- Born: Abel Joseph Diamond November 8, 1932 Piet Retief, South Africa
- Died: October 30, 2022 (aged 89) Toronto, Ontario, Canada
- Education: University of Cape Town; University College, Oxford; University of Pennsylvania; ;
- Occupation: Architect
- Awards: Order of Canada; Order of Ontario; ;

= Jack Diamond (architect) =

Canadian architect (1932–2022)

Abel Joseph "Jack" Diamond, (November 8, 1932 – October 30, 2022) was a South African-born Canadian architect. Diamond arrived in Canada in 1964 to teach at the University of Toronto. In 1974, he established his architectural practice, A.J. Diamond Architects. This practice evolved into Diamond Schmitt Architects.

== Personal life and education ==
Jack Diamond was born on November 8, 1932, in Piet Retief, South Africa, and he belongs to a Jewish family. Diamond's great-grandfather was a rabbi in London, England.
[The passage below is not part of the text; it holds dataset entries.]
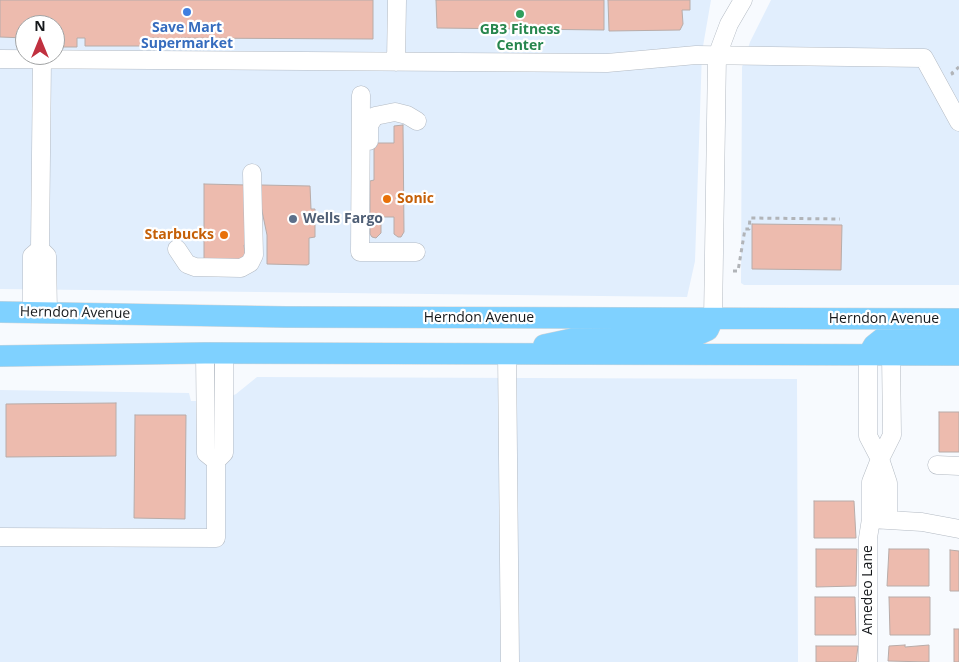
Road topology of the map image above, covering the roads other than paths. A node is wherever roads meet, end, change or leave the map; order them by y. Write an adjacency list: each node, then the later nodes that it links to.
1 (397, 0): 7 (street)
2 (743, 0): 3 (street)
3 (717, 56): 7 (street); 11 (street); 18 (street)
4 (0, 58): 5 (street)
5 (15, 58)
6 (65, 59): 7 (street)
7 (396, 62)
8 (42, 65): 17 (street)
9 (361, 96): 14 (street)
10 (417, 121): 14 (street)
11 (959, 122)
12 (252, 173): 13 (street)
13 (177, 249)
14 (386, 252): 15 (street)
15 (416, 252)
16 (0, 312): 17 (main road, Herndon Avenue)
17 (40, 312): 18 (main road, Herndon Avenue)
18 (713, 319): 19 (main road, Herndon Avenue); 22 (main road)
19 (959, 320)
20 (959, 335): 24 (main road)
21 (215, 353): 22 (main road); 26 (main road); 32 (street)
22 (508, 353): 24 (main road); 33 (street)
23 (891, 354): 24 (main road); 25 (main road); 27 (street, Amedeo Lane)
24 (868, 355): 27 (street)
25 (959, 355)
26 (0, 356)
27 (880, 459): 30 (street, Amedeo Lane)
28 (937, 465): 29 (street)
29 (959, 466)
30 (880, 519): 31 (street); 34 (street, Amedeo Lane)
31 (959, 529)
32 (0, 537)
33 (510, 662)
34 (868, 662)

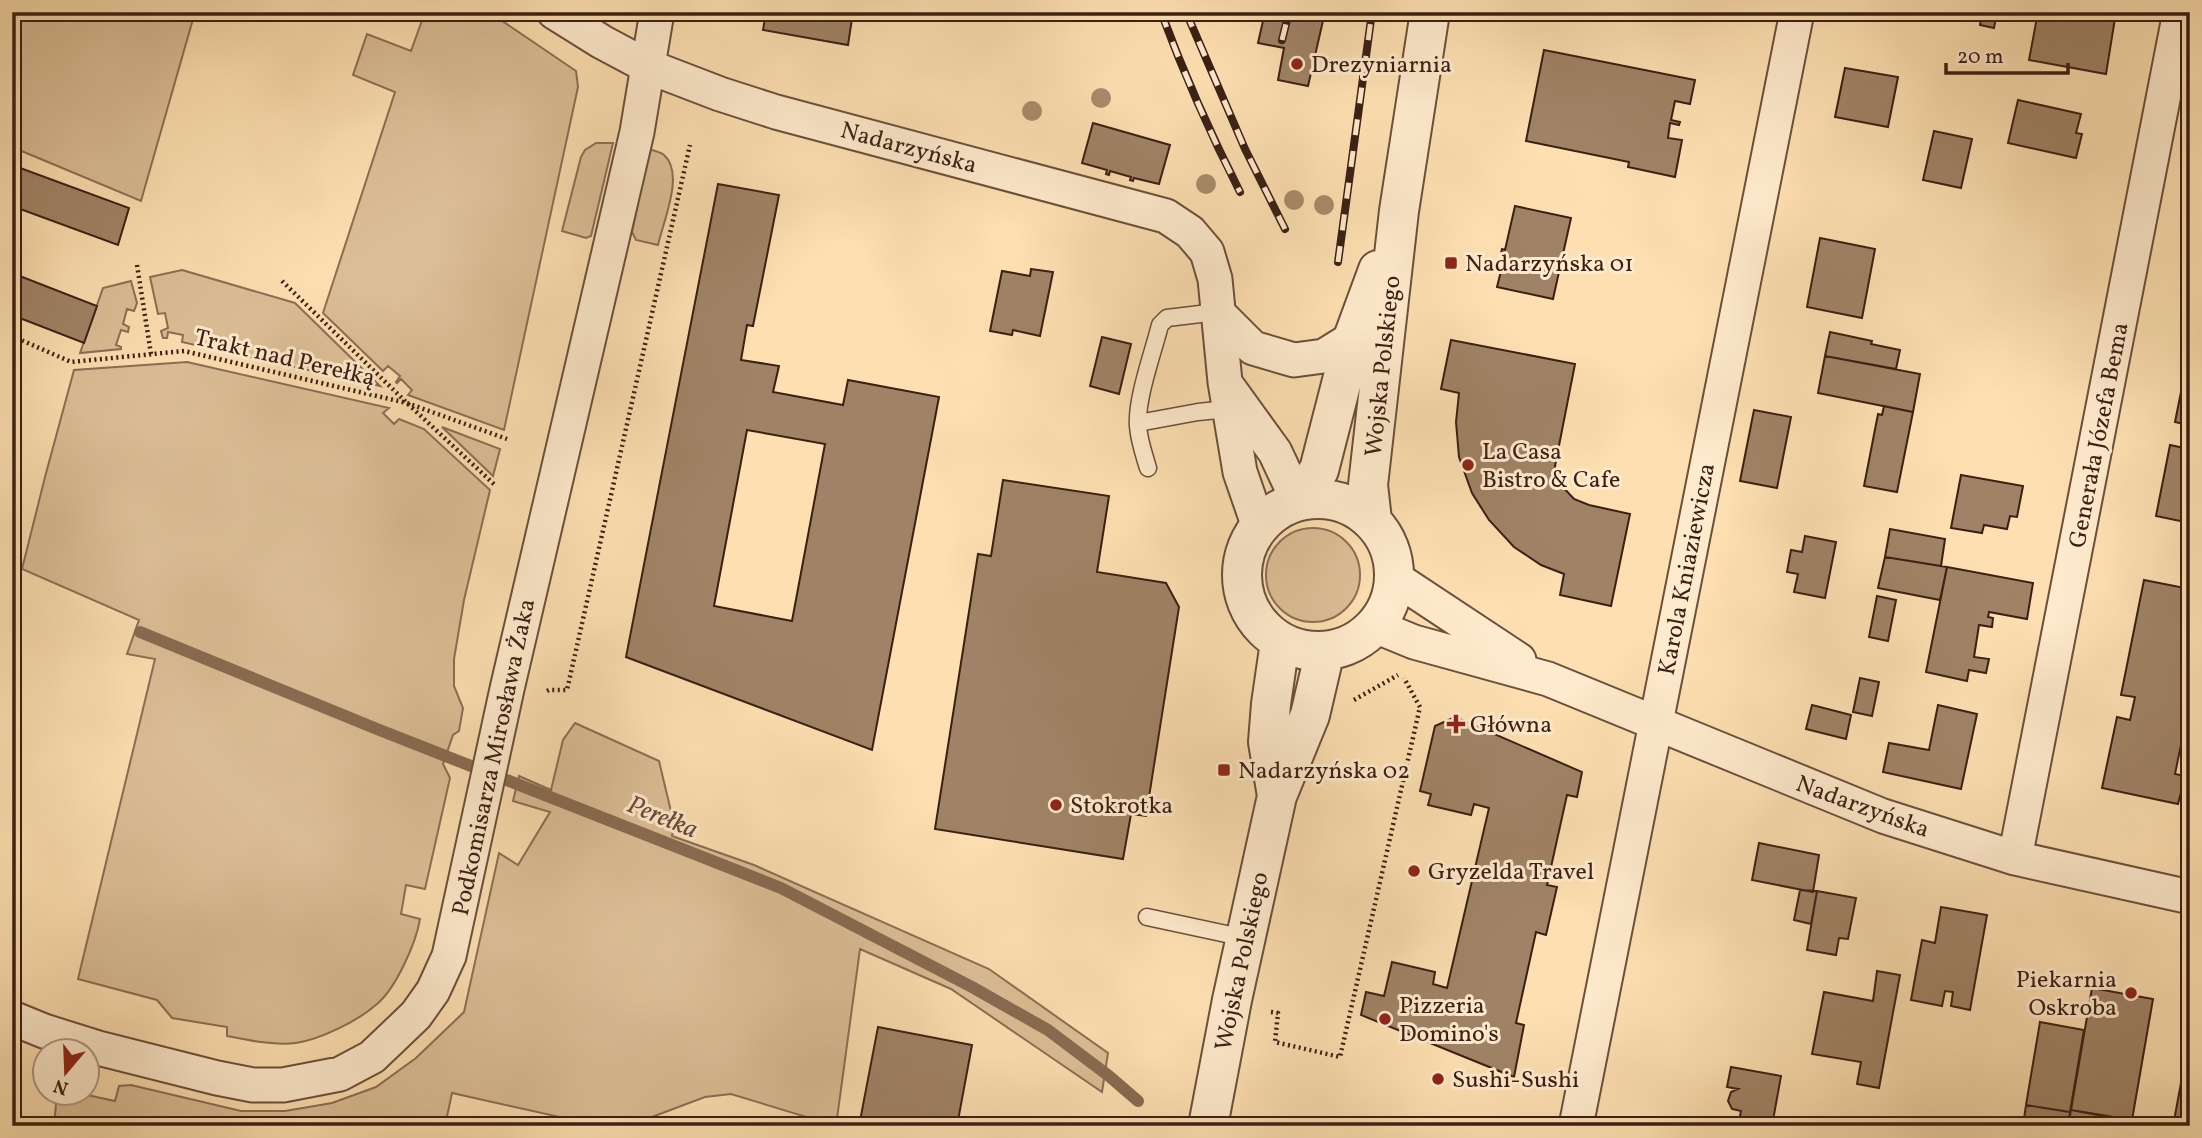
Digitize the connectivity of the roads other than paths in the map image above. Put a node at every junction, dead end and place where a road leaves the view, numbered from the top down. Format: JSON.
{"nodes":[{"id":1,"x":554,"y":12,"type":"edge"},
{"id":2,"x":657,"y":12,"type":"edge"},
{"id":3,"x":1430,"y":12,"type":"edge"},
{"id":4,"x":1797,"y":12,"type":"edge"},
{"id":5,"x":2180,"y":12,"type":"edge"},
{"id":6,"x":647,"y":66,"type":"junction"},
{"id":7,"x":1399,"y":211,"type":"junction"},
{"id":8,"x":1217,"y":312,"type":"junction"},
{"id":9,"x":1353,"y":338,"type":"junction"},
{"id":10,"x":1227,"y":395,"type":"junction"},
{"id":11,"x":1138,"y":423,"type":"junction"},
{"id":12,"x":1148,"y":468,"type":"dead end"},
{"id":13,"x":1298,"y":501,"type":"junction"},
{"id":14,"x":1372,"y":520,"type":"junction"},
{"id":15,"x":1259,"y":527,"type":"junction"},
{"id":16,"x":1395,"y":578,"type":"junction"},
{"id":17,"x":1375,"y":626,"type":"junction"},
{"id":18,"x":1280,"y":642,"type":"junction"},
{"id":19,"x":1325,"y":651,"type":"junction"},
{"id":20,"x":1548,"y":679,"type":"junction"},
{"id":21,"x":1655,"y":723,"type":"junction"},
{"id":22,"x":1277,"y":796,"type":"junction"},
{"id":23,"x":2015,"y":858,"type":"junction"},
{"id":24,"x":2190,"y":897,"type":"edge"},
{"id":25,"x":1147,"y":917,"type":"dead end"},
{"id":26,"x":1245,"y":938,"type":"junction"},
{"id":27,"x":12,"y":1018,"type":"edge"},
{"id":28,"x":1208,"y":1126,"type":"edge"},
{"id":29,"x":1576,"y":1126,"type":"edge"}],
"edges":[{"from":1,"to":6,"type":"street","name":"Nadarzyńska"},
{"from":2,"to":6,"type":"street","name":"Podkomisarza Mirosława Żaka"},
{"from":3,"to":7,"type":"street","name":"Wojska Polskiego"},
{"from":4,"to":21,"type":"street","name":"Karola Kniaziewicza"},
{"from":5,"to":23,"type":"street","name":"Generała Józefa Bema"},
{"from":6,"to":8,"type":"street","name":"Nadarzyńska"},
{"from":6,"to":27,"type":"street","name":"Podkomisarza Mirosława Żaka"},
{"from":7,"to":9,"type":"street","name":"Wojska Polskiego"},
{"from":7,"to":14,"type":"street","name":"Wojska Polskiego"},
{"from":8,"to":9,"type":"street"},
{"from":8,"to":10,"type":"street","name":"Nadarzyńska"},
{"from":8,"to":11,"type":"lane"},
{"from":9,"to":13,"type":"street","name":"Wojska Polskiego"},
{"from":10,"to":11,"type":"lane"},
{"from":10,"to":13,"type":"street","name":"Nadarzyńska"},
{"from":10,"to":15,"type":"street","name":"Nadarzyńska"},
{"from":11,"to":12,"type":"lane"},
{"from":13,"to":14,"type":"street"},
{"from":13,"to":15,"type":"street"},
{"from":14,"to":16,"type":"street"},
{"from":15,"to":18,"type":"street"},
{"from":16,"to":17,"type":"street"},
{"from":16,"to":20,"type":"street","name":"Nadarzyńska"},
{"from":17,"to":19,"type":"street"},
{"from":17,"to":20,"type":"street","name":"Nadarzyńska"},
{"from":18,"to":19,"type":"street"},
{"from":18,"to":22,"type":"street","name":"Wojska Polskiego"},
{"from":19,"to":22,"type":"street","name":"Wojska Polskiego"},
{"from":20,"to":21,"type":"street","name":"Nadarzyńska"},
{"from":21,"to":23,"type":"street","name":"Nadarzyńska"},
{"from":21,"to":29,"type":"street","name":"Karola Kniaziewicza"},
{"from":22,"to":26,"type":"street","name":"Wojska Polskiego"},
{"from":23,"to":24,"type":"street","name":"Nadarzyńska"},
{"from":25,"to":26,"type":"lane"},
{"from":26,"to":28,"type":"street","name":"Wojska Polskiego"}]}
In 1917, Diamond's grandfather died in a pogrom in Lithuania. Diamond's father, Jacob Diamond, migrated to South Africa before the Second World War.

Diamond's mother had kept a house plan that Diamond drew when he was four. His love of architecture began at a young age. To Diamond, buildings have been a unique way of playing house. Diamond has a passion for various forms of art; painting, sketching, and music.

Diamond had a love of watercolor paintings and sketches. His house was decorated with cities and landscapes paintings from throughout his career. His sketches are published in a book by Douglas & McIntyre, called Sketches: From Here and There. The book consists of many sketches that resemble his very own sketch book.

In 1956, Diamond received a Bachelor of Architecture from University of Cape Town. He subsequently studied philosophy, politics and economics at University College, Oxford, graduating in 1958. Diamond received his Masters of Architecture at University of Pennsylvania in 1962. It was at Oxford University where Diamond met his wife, Gillian. In Philadelphia, Diamond worked with the reputable architect, Louis Kahn. In 1964, Diamond moved to Canada and became the director of the Architecture Program at University of Toronto.

In 1995, Diamond was made an Officer of the Order of Canada, and he was awarded the Order of Ontario in 1997.

Diamond served as a member of the Ontario Human Rights Commission from 1986 to 1989, as chairman of the Design Advisory Committee for the National Capital, Ottawa, and as a commissioner of the Greater Toronto Area Task Force.

Diamond died at his Toronto home on October 30, 2022, at the age of 89.

== Career and design approach ==
Diamond began his career in architecture in 1968, shortly after he joined University of Toronto. He stayed with the University of Toronto until 1970.

In 1970, Diamond persuaded people in Toronto to consider heritage preservation of an old ceramics manufacturing plant. At the time, the idea of preserving an old warehouse was a bizarre concept. Diamond had borrowed money and renovated the building and lived in one of the floors. The project was successful and other individuals showed interest. The old warehouse went under renovation and was later sold to Ed Mirvish. Diamond is a known pioneer in Toronto's heritage restoration.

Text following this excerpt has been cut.